Initially focus on LA.  Remember, these are **on-site releases & disposals**

In brief:

* Drop: FACILITY_NAME, EPA_REGISTRY_ID, CAS_CHEM_NAME, RELEASE_BASIS_EST_CODE
* Only select cases whereby TRADE_SECRET_IND == 0
* Ascertain data consistency w.r.t.
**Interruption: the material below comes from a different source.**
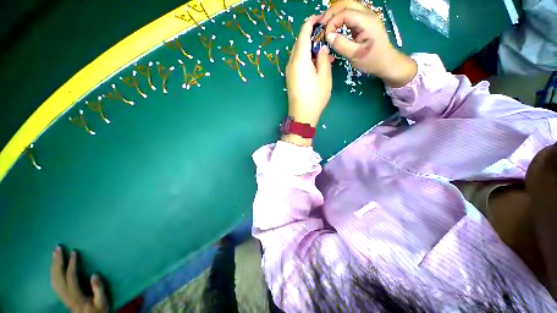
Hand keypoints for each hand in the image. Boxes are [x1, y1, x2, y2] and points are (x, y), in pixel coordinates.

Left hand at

ENVIRONMENTAL_MEDIUM
* Drop duplicates

The last step merges the distributed data lines of the dask.DataFrame.  Beware of

* The `DOC_CTRL_NUM`, `WATER_SEQUENCE_NUM`, `ENVIRONMENTAL_MEDIUM` fields; these probably aid distinct record identification via `drop_duplicates`.

* Units of measure differences; a mix of pounds & grams



<br>

<br>
<br>

### Steps

In [None]:
request = src.releases.request.Request()
helpers = src.releases.helpers.Helpers(counties=counties, chemicals=chemicals)

In [None]:
for index in states.index:

    logger.info('\n...{}'.format(states.STUSPS[index]))

    # A state's data streams
    streams = request.exc(state=states.STUSPS[index])

    # The streams: county, year, and chemical level
    distributions = streams.compute(scheduler='processes')

    # The chemical amount released; the by year optionmight be removed in future
    base = distributions.groupby(by=['COUNTYGEOID', 'TRI_CHEM_ID', 'REPORTING_YEAR'])['TOTAL_RELEASE'].sum()
    base = base.reset_index(drop=False)

    # Get the unit of measure per chemical
    details = helpers.units(data=base.copy())

    # Ensure consistent release measures
    transformed = helpers.weights(data=details.copy())

    # Preliminary Focus: Analysis w.r.t. total release over time, per county & chemical
    points = transformed.groupby(by=['COUNTYGEOID', 'TRI_CHEM_ID'])['RELEASE_KG'].sum()
    points = points.reset_index(drop=False)

    # Design matrix
    matrix = helpers.regressors(data=points, state=states.STUSPS[index])
    logger.info(matrix.info())
    matrix.to_csv(path_or_buf=os.path.join(path, states.STUSPS[index] + '.csv'), index=True, encoding='UTF-8', header=True)


<br>

A Computation Graph

In [None]:
streams.visualize(filename='streams', format='pdf')

<br>
<br>

### Later

* Selections w.r.t. the states of `CAAC_IND`, `CARC_IND`, & `R3350_IND` in chemicals, per `TRI_CHEM_ID`.